La vicenda coinvolge una giovane coppia, Miki e Sabu, esposta alle radiazioni e subito evacuata a Tokyo. Lei scopre di essere incinta e viene contattata da un portavoce del governo che la esorta ad abortire; il bambino potrebbe infatti nascere deforme. I dubbi e le implicazioni etiche si moltiplicheranno, distruggendo così l'equilibrio della coppia.
Il film parte da un incipit lineare e coerente, ma andando avanti moltiplica le domande, dando pochissime risposte. Come spesso accade nelle sue opere, Kim Ki-duk racconta le dinamiche umane partendo da pochissimi personaggi. In questo caso la coppia, sempre più in conflitto, vorrebbe mostrarci le molteplici sfaccettature di un tema più che mai attuale, ovvero lo spreco dell'energia, che trova in Tokyo la location ideale, visto l'enorme utilizzo dell'illuminazione notturna. Oltre a questo troviamo il dilemma etico di un genitore nel prendersi la responsabilità di far nascere un figlio, pur sapendo che potrebbe avere dei problemi fisici. Questo tema è affrontato con estrema crudezza e diventa rappresentazione dell'incoscienza umana che prima provoca disastri e poi cerca la strada più semplice e cinica per risolverli.

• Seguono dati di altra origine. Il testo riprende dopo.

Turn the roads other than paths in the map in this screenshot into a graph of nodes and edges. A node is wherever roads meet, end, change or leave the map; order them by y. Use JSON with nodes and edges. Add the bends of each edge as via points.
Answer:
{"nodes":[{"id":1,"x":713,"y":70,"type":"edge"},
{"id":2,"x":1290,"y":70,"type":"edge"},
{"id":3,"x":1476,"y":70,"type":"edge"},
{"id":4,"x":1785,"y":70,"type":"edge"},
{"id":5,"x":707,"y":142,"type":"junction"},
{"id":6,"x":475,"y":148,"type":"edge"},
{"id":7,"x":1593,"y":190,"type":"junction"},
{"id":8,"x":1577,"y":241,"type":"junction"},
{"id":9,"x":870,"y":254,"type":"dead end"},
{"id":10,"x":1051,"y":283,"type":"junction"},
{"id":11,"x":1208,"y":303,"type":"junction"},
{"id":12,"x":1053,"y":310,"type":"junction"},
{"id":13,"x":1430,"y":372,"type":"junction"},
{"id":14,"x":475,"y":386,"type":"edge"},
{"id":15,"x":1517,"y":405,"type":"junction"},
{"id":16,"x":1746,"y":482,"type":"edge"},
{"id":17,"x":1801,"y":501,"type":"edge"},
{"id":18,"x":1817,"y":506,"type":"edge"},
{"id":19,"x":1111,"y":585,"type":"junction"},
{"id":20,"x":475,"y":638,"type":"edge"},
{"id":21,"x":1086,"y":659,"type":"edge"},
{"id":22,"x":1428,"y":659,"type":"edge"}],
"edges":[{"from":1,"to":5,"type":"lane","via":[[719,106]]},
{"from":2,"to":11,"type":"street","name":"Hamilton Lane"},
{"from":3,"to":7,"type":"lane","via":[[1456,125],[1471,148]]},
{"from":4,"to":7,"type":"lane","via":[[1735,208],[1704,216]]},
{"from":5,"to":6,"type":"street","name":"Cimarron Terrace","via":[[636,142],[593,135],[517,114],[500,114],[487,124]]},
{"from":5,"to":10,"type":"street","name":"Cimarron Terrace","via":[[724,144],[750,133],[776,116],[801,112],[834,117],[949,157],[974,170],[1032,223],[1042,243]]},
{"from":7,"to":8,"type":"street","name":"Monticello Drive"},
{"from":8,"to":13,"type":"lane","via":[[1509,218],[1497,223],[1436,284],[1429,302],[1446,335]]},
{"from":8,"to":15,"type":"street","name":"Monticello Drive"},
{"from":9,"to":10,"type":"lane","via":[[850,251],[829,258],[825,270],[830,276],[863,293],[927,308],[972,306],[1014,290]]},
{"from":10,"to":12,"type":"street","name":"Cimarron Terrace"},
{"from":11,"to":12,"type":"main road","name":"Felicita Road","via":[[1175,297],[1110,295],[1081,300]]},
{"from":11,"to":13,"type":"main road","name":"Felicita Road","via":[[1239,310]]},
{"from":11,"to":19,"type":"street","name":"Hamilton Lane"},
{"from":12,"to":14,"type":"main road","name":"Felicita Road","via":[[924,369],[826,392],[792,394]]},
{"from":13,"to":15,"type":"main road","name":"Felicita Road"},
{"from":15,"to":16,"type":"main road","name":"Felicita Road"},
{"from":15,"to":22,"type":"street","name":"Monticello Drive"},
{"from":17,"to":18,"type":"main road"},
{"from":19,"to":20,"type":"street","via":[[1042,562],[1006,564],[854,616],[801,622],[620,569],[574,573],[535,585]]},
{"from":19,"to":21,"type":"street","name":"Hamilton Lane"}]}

Il film è perfettamente in linea con lo spirito pessimista di Kim Ki-duk, che negli ultimi anni sembra voler abbandonare gradualmente la poeticità crudele dei suoi primi lavori, per pellicole sempre più grezze e cupe. La fattura del film è ai limiti dell’amatoriale, come i precedenti Moebius e One on One, ma se nel primo la povertà di mezzi diventava un ulteriore colpo basso nei confronti dello spettatore, arricchendo in questo senso la pellicola, qui la ristrettezza del budget non trova reale giustificazione e fanno sorridere alcune soluzioni visive, come per esempio la scena del crollo del traliccio della corrente elettrica.
Il pezzo forte rimangono, come spesso nei film del regista, i personaggi, perennemente emarginati e soli a combattere una battaglia contro il mondo che li odia e gli sputa addosso. Molto importante, in questo senso, il personaggio del commerciante di carne contaminata. La sua filosofia autodistruttiva rispecchia, probabilmente, il punto di vista dell’autore, il quale però si concede un finale aperto e metaforico, che sembra avere al suo interno un barlume di speranza per le nuove generazioni.
Nel bene e nel male è un film che vale una visione perché come ha ammesso Kim Ki-duk: "Stop potrà piacere oppure no, ma è sincero come, ritengo, tutte le opere che fino ad ora ho realizzato”.